[[ Task material open ]]

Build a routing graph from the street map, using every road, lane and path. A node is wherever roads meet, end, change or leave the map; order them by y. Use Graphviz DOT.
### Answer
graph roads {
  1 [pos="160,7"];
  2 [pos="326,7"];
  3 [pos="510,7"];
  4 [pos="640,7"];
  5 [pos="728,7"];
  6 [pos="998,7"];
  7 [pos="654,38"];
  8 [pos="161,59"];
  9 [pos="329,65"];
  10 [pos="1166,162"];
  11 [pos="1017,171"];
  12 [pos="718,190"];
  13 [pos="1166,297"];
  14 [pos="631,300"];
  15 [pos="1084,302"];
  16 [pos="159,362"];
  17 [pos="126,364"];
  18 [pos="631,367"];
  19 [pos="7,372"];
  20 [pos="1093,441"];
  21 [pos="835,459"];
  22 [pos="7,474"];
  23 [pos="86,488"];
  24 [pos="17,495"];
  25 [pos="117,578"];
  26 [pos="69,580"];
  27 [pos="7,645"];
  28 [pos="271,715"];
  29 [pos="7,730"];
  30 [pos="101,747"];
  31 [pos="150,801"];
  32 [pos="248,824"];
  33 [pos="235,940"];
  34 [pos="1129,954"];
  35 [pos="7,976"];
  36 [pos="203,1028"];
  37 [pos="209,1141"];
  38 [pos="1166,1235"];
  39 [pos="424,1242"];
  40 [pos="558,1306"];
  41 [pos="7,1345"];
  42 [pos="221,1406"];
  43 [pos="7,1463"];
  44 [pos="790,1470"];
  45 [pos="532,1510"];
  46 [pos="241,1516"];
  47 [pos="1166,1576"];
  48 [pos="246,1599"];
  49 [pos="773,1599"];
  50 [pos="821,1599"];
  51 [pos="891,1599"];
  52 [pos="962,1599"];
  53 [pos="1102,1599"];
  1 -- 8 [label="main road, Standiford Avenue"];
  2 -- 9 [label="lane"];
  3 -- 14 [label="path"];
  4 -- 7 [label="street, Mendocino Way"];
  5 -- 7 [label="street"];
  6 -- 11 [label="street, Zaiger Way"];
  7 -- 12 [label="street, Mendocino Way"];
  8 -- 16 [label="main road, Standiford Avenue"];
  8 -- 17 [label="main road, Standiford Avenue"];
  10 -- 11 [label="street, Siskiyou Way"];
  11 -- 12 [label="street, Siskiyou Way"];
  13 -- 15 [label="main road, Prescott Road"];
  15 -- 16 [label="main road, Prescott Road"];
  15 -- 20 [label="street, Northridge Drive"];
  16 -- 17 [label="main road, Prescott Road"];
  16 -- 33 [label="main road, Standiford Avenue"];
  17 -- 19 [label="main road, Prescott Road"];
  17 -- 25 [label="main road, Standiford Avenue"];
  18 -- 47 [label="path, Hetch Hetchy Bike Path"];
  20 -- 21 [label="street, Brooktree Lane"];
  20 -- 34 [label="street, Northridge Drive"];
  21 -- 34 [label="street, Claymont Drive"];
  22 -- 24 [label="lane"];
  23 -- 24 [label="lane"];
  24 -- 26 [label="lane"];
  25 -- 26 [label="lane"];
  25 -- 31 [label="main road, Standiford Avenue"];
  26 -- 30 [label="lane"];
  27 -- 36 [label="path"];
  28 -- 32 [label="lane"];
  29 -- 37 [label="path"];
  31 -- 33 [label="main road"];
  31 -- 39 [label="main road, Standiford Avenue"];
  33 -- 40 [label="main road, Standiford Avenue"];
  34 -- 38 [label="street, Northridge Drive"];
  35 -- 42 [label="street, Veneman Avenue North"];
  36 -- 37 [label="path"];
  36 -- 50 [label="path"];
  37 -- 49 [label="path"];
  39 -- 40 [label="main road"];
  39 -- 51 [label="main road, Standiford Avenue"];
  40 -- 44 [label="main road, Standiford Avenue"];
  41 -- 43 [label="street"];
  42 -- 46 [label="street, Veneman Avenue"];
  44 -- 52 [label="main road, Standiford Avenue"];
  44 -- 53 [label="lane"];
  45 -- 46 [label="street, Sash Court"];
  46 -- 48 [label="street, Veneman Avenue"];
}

[[ Task material closed ]]

_Task objective_:
Count the lines in the entries where the string "Siskiyou" appears, and report only the number.

_Answer section_:
2